Abstract
Science and the political economics of affliction
Microorganisms—parasites, bacteria and viruses—are the invisible, mindless rulers of the animate world. They evolve, mutate and recombine to find their way through the defences of 'higher' organisms with devastating consequences. From an evolutionary perspective they are 'the fittest' and the chances are slim that human ingenuity will ever get the better of them. One in three people in the world may be infected with Mycobacterium tuberculosis, the bacterium that causes tuberculosis (TB), and people with multiple HIV infections may become the source of new, even more virulent, strains (see the articles by P. van Helden and R. Weiss, in this issue). These scourges cannot be eradicated with the tools available at present. The best we can hope for is a gradual advancement in knowledge and technologies that allow us to slow down, restrict or contain the pathogenic onslaught. Such successes, as marginal as they may appear, are of vital importance to humanity, because infectious diseases remain the greatest cause of death and suffering in the world, killing more people than famine, war, accidents or crime.Box 1
Infectious Diseases: challenges, threats and responsibilities.
Third EMBL/EMBO joint conference on Science and Society, held in Heidelberg, Germany, on 8 & 9 November 2002.

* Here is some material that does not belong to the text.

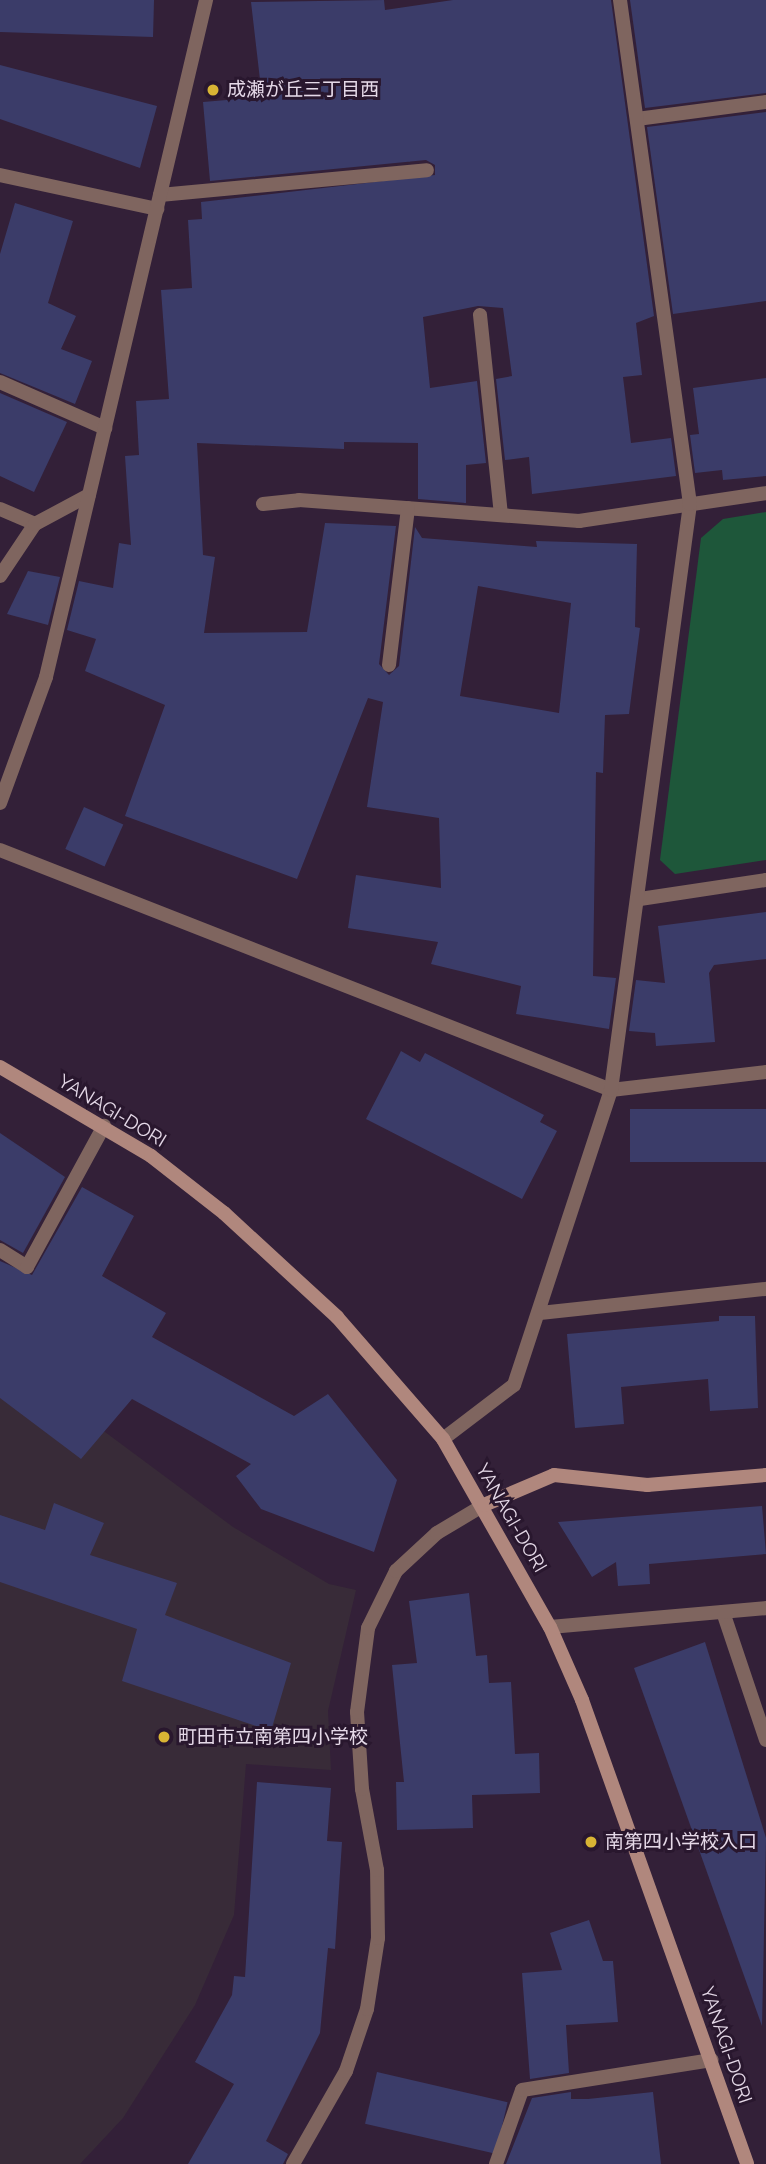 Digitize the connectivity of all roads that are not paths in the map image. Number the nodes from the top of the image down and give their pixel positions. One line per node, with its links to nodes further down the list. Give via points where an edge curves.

For more details regarding this Science and Society event at the EMBL, please check the EMBL/EMBO post-conference website: http://www.embl-heidelberg.de/Conferences/SciSoc02/index.html
The entire conference was recorded digitally and, as a means of disseminating its high-quality contents to a wider audience, all of the keynote lectures that were given over the two days have been issued as a pair of DVDs. These are available on request through the website, or directly from the Office of Information and Public Affairs at the EMBL.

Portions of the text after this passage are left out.